Nandu Natekar

Personal information
- Born: 12 May 1933 Sangli State, British India
- Died: 28 July 2021 (aged 88) Pune, Maharashtra, India

Sport
- Country: India
- Sport: Badminton

Medal record
Men's badminton
Representing India
Asian Championships
| Bronze medal – third place | 1965 Lucknow | Men's team |

= Nandu Natekar =

Indian badminton player (1933–2021)

Nandu M. Natekar (12 May 1933 – 28 July 2021) was an Indian badminton national champion.

== Career ==
Natekar won over 100 national and international titles for India in a career spanning 15 years. Natekar was the first Indian to win a title abroad, in 1956. Natekar was a director of Natekar Sports and Fitness (NSF).

He won the Men's Doubles National Championship a total of six times, Men's Singles National Championship a total of six times, and Mixed Doubles National Championship a total of five times.

He was an alumnus of Ramnarain Ruia College, Mumbai.
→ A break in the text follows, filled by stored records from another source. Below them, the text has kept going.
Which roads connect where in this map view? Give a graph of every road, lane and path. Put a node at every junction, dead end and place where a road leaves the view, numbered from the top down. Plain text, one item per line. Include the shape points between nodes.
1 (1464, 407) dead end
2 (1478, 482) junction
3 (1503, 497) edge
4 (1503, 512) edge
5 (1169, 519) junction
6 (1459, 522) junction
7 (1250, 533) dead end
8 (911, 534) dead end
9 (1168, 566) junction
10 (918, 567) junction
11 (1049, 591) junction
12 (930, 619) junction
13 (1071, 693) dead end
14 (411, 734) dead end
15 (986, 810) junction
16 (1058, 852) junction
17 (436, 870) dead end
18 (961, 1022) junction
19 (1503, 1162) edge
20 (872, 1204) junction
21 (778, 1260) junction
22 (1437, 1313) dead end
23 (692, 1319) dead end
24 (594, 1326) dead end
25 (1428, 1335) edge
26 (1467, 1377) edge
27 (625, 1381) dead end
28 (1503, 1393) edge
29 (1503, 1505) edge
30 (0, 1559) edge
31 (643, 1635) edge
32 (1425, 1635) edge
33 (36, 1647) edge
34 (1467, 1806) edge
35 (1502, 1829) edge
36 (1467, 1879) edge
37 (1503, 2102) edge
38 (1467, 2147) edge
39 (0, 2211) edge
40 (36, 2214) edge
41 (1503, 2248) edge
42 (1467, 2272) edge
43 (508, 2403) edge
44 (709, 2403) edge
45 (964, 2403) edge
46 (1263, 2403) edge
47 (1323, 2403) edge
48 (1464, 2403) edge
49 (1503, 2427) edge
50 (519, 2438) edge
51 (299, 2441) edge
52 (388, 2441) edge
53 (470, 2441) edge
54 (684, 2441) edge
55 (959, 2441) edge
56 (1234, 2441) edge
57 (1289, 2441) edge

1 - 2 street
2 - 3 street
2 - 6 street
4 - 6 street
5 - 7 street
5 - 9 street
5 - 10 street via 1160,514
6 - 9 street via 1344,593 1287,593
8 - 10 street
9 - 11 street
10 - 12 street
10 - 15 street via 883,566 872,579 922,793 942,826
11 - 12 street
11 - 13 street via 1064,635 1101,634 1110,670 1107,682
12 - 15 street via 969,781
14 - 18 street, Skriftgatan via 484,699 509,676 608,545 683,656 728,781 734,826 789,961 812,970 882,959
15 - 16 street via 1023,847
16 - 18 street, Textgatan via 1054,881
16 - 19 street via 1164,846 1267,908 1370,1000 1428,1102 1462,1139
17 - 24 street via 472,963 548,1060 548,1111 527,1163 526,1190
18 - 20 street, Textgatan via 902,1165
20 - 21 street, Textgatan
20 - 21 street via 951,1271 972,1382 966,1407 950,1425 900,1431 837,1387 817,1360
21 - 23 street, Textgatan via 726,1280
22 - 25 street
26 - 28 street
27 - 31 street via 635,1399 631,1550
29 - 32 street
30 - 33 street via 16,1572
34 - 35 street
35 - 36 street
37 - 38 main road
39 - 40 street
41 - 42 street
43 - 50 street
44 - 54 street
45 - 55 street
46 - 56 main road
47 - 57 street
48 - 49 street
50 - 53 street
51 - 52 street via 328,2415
His son, Gaurav Natekar, is a seven-time Indian National Champion in tennis.

Natekar died in Pune on 28 July 2021 at the age of 88.

== Achievements ==
- Won National level Men's Singles and Doubles Championship, as well as Mixed Doubles, multiple times in India.
- He has reached the last 8 in the All England Championships.
- Included among 'the Greats' in a souvenir published by Malaysia during the Thomas Cup series in 1954–55.
- Men's Singles Champion in the Selangor International Tournament in Kuala Lumpur in 1956. His victory was also the first international victory by an Indian badminton player.
- Recipient of the first Arjuna Award instituted in 1961.
- Voted the most popular sportsperson of India in 1961.
- Natekar and Meena Shaw won the Mixed Doubles title at Bangkok's King's Cup International Tournament in 1962. Won the Men's Singles title at the same event in 1963.
- Represented India at the Commonwealth Games in Jamaica in 1966.
- Awarded Meritorious Service Award by the IBF in 1989.
- Honoured at the Jagatik Marathi Parishad in Mauritius in 1991.
- Awarded Life-time Achievement Award by the Petroleum Sports Control Board of India in January 2001.
- Awarded Sahyadri Navratna Puraskar in 2002, titled Ratna Saurabh.